Female sterilization using chemical agents.

Conventional surgical approaches for female sterilization cannot be used in many areas of the developing world because of lack of specially trained physicians. A safe, effective, inexpensive, and simple procedure is needed that can be performed without surgical entry of the woman's abdominal cavity. Transcervical introduction into the fallopian tubes of a pharmacologically active agent to produce tubal closure appears to be a promising approach. A problem with this approach is the toxic effects of agents not only on the tubal epithelium but also on the peritoneum and pelvic viscera as well. Chemical agents that have been tested for tubal closure include: caustic, sclerosing, granuloma-producing, cytotoxic, acids and bases, tissue adhesives, and agents that are not pharmacologically active (e.g., silicone rubber and hot water). The search is on to find a system whereby a toxic chemical can be delivered to the site where it is to produce the desired destruction without damaging surrounding tissues. Most of the above agents produce unwarranted toxic effects. Quinacrine and methylcyanoacrylate (MCA) are possible exceptions. They do not appear to be toxic in the peritoneal cavity unless introduced in very large amounts. Substances of low viscosity facilitate delivery, but they are difficult to work with and to deliver using a catheter, a cannula, or other delivery techniques. Successful delivery occurs in those systems in which the tubal orifice is cannulated directly or blindly, or those in which the uterus and fallopian tubes become a closed system and medication is forced into the tubes under pressure.

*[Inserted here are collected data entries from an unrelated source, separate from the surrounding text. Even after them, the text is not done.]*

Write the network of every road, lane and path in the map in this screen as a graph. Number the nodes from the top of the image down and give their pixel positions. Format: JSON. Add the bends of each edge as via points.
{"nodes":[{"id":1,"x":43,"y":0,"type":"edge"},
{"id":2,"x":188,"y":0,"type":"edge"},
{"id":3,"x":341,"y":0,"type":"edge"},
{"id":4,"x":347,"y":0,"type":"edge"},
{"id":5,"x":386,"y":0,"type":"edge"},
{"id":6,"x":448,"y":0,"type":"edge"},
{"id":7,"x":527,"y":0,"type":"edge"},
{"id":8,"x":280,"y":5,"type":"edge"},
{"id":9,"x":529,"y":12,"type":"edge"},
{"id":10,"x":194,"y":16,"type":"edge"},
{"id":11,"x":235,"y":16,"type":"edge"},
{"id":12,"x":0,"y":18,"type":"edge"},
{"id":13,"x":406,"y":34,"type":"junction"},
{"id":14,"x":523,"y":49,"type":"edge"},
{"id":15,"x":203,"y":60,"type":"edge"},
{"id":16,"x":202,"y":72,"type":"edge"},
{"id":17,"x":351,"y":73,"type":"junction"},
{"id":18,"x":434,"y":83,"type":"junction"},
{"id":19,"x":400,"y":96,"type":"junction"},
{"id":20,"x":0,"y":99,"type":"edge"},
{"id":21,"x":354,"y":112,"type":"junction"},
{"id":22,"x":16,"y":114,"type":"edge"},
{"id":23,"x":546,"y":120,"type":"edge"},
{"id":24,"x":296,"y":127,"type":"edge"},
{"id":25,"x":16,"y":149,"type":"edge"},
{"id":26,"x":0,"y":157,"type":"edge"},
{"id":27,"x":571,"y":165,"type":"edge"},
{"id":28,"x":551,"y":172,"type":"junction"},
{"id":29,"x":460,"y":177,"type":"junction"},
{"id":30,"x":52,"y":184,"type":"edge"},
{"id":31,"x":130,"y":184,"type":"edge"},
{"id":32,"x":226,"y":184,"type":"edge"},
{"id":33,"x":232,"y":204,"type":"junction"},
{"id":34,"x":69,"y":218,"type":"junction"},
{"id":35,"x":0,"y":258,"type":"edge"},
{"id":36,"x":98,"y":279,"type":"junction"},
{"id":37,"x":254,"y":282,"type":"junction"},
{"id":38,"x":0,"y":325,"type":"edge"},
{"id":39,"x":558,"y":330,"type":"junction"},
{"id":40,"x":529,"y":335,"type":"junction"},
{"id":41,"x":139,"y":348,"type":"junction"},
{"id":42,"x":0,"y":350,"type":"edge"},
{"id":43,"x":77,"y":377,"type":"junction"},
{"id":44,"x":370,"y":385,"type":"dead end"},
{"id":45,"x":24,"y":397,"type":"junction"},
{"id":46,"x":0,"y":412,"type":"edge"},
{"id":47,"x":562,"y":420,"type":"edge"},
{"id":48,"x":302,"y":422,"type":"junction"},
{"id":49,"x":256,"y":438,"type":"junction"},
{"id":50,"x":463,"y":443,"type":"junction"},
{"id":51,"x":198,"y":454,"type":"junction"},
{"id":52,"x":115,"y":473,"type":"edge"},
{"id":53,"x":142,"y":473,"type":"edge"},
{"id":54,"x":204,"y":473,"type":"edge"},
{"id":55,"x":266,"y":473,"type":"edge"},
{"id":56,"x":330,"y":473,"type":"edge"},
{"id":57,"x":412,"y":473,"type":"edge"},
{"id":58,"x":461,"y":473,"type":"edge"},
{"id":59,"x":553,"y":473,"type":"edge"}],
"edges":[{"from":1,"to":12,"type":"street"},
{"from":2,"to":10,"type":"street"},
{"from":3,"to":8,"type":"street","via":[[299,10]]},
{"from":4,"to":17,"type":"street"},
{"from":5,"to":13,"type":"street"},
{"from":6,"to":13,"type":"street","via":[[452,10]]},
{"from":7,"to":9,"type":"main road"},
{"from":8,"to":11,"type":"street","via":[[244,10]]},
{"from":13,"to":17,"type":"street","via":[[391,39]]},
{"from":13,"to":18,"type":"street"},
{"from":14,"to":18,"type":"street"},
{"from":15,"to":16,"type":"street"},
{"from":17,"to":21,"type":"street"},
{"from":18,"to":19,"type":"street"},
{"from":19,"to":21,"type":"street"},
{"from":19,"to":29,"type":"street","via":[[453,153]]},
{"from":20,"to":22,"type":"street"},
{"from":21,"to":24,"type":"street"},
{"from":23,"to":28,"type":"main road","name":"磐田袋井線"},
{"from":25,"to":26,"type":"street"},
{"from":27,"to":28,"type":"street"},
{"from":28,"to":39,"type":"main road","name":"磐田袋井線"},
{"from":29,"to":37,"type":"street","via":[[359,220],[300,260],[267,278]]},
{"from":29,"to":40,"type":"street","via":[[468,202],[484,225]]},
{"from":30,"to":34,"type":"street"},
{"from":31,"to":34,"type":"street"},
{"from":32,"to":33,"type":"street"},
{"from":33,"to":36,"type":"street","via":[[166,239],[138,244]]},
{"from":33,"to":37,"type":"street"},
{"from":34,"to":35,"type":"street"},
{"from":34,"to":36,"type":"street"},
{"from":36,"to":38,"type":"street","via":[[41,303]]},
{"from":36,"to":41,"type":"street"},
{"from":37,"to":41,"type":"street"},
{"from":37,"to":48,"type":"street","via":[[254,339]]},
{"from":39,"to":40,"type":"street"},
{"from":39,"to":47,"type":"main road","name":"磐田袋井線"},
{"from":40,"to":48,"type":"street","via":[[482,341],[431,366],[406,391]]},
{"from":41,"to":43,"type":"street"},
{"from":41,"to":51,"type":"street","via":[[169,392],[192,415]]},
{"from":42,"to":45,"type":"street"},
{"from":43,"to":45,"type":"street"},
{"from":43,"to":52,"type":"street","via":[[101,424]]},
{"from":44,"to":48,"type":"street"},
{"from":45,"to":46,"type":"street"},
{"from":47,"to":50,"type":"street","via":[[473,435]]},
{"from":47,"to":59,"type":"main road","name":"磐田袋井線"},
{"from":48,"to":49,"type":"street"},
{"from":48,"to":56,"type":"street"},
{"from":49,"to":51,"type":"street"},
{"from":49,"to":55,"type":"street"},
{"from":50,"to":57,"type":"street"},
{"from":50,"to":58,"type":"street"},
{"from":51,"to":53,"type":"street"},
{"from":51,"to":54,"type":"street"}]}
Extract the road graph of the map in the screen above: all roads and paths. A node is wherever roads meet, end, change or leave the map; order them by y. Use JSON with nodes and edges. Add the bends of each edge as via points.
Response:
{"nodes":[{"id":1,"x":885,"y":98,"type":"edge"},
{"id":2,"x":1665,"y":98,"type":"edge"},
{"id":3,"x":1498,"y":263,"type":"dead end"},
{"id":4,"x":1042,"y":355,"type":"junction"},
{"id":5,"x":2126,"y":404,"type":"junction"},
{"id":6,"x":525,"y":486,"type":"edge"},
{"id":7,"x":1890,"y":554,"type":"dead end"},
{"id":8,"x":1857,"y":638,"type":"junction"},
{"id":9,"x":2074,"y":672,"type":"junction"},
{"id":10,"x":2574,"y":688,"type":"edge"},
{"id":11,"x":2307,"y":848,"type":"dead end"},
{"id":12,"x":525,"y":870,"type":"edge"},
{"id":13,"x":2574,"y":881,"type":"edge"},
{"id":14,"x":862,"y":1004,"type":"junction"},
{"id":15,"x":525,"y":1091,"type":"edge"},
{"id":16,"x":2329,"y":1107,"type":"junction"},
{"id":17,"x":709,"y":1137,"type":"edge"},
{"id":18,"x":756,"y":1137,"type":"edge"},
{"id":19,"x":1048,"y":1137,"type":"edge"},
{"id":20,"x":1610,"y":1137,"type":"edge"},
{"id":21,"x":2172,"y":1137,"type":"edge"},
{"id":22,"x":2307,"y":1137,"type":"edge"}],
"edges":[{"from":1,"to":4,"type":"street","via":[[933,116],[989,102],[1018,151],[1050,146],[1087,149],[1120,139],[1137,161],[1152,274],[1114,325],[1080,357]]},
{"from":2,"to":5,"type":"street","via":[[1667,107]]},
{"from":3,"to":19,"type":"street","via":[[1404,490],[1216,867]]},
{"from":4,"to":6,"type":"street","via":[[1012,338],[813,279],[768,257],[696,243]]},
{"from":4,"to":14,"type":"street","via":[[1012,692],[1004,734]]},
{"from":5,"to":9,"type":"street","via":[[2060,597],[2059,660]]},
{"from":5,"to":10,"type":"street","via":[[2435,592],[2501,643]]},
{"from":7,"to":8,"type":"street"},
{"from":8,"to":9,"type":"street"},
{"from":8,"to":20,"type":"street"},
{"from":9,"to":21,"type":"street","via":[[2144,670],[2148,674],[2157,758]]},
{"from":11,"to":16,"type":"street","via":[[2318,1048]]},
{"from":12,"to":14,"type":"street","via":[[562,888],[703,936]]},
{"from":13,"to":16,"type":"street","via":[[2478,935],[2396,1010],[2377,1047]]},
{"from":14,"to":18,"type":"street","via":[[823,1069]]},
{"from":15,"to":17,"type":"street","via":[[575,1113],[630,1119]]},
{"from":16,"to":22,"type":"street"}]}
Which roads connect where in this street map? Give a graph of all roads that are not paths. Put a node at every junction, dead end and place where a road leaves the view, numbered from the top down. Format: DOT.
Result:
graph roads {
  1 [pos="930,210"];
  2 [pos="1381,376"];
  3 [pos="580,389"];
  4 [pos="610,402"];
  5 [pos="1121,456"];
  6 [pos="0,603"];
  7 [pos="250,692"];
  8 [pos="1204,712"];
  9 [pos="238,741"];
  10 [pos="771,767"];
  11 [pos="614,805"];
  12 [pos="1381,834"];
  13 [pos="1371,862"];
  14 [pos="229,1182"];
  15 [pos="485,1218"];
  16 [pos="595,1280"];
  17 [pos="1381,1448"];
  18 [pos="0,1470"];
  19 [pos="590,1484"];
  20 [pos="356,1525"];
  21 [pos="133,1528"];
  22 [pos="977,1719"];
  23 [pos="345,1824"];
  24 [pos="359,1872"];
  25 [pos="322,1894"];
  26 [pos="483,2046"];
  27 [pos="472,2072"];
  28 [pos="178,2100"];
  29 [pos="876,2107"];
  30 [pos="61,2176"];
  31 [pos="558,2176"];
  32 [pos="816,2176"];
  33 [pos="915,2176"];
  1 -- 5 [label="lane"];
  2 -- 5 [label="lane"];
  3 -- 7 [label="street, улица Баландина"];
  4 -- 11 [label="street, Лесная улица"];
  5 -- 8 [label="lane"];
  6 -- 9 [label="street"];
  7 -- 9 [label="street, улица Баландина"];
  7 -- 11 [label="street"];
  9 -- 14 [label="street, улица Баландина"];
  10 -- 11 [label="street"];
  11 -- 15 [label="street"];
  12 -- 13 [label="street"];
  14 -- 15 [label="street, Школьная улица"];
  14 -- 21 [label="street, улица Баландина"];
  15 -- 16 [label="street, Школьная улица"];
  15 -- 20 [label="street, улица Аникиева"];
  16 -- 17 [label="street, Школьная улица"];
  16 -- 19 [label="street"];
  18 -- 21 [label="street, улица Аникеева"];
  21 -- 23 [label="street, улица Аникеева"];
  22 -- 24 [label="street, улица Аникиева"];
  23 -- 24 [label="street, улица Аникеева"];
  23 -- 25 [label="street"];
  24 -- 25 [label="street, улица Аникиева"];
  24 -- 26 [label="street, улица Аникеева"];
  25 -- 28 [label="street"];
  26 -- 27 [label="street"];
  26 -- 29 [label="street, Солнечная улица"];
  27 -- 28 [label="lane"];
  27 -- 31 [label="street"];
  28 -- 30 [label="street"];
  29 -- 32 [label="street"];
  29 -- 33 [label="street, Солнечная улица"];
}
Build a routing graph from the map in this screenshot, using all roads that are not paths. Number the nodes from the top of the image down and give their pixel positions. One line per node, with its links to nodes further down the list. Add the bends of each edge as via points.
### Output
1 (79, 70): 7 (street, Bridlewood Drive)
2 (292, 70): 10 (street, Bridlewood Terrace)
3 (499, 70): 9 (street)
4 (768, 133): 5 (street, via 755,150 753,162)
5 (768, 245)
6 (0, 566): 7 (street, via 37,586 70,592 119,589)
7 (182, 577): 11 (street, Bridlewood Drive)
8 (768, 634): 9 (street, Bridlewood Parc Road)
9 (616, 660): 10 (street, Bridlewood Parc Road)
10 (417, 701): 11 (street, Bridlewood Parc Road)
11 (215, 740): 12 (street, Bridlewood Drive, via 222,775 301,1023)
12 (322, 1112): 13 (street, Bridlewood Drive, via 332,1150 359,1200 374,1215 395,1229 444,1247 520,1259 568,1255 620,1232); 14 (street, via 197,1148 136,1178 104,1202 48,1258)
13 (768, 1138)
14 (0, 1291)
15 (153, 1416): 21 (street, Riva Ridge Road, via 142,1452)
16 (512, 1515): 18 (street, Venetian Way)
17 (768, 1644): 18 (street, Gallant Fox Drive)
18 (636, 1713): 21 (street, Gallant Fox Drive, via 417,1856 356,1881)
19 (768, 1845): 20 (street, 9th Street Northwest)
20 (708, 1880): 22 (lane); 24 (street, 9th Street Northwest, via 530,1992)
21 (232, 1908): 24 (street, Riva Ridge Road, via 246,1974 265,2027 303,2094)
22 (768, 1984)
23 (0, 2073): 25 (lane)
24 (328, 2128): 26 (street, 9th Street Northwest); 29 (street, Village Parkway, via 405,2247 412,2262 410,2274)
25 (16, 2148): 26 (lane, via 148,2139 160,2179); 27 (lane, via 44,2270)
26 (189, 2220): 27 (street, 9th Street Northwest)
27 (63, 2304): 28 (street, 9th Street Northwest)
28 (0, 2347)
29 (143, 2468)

MCA has been delivered using 2 systems which produce a close system by blocking off the uterine outflow tract with an inflatable balloon. Various systems for quinacrine have also been developed and trials are underway to determine its effectiveness. The delivery systems for both MCA and quinacrine appear to be relatively simple and easy to use, but there is a need to increase the efficacy in order to achieve the greatest utility without resorting to multiple application, and to follow up a substantially large number of women to determine the long-term sequelae of the systems. Clinical trials on silver-based compounds, ethanol-formaldehyde, quinacrine, and MCA are described.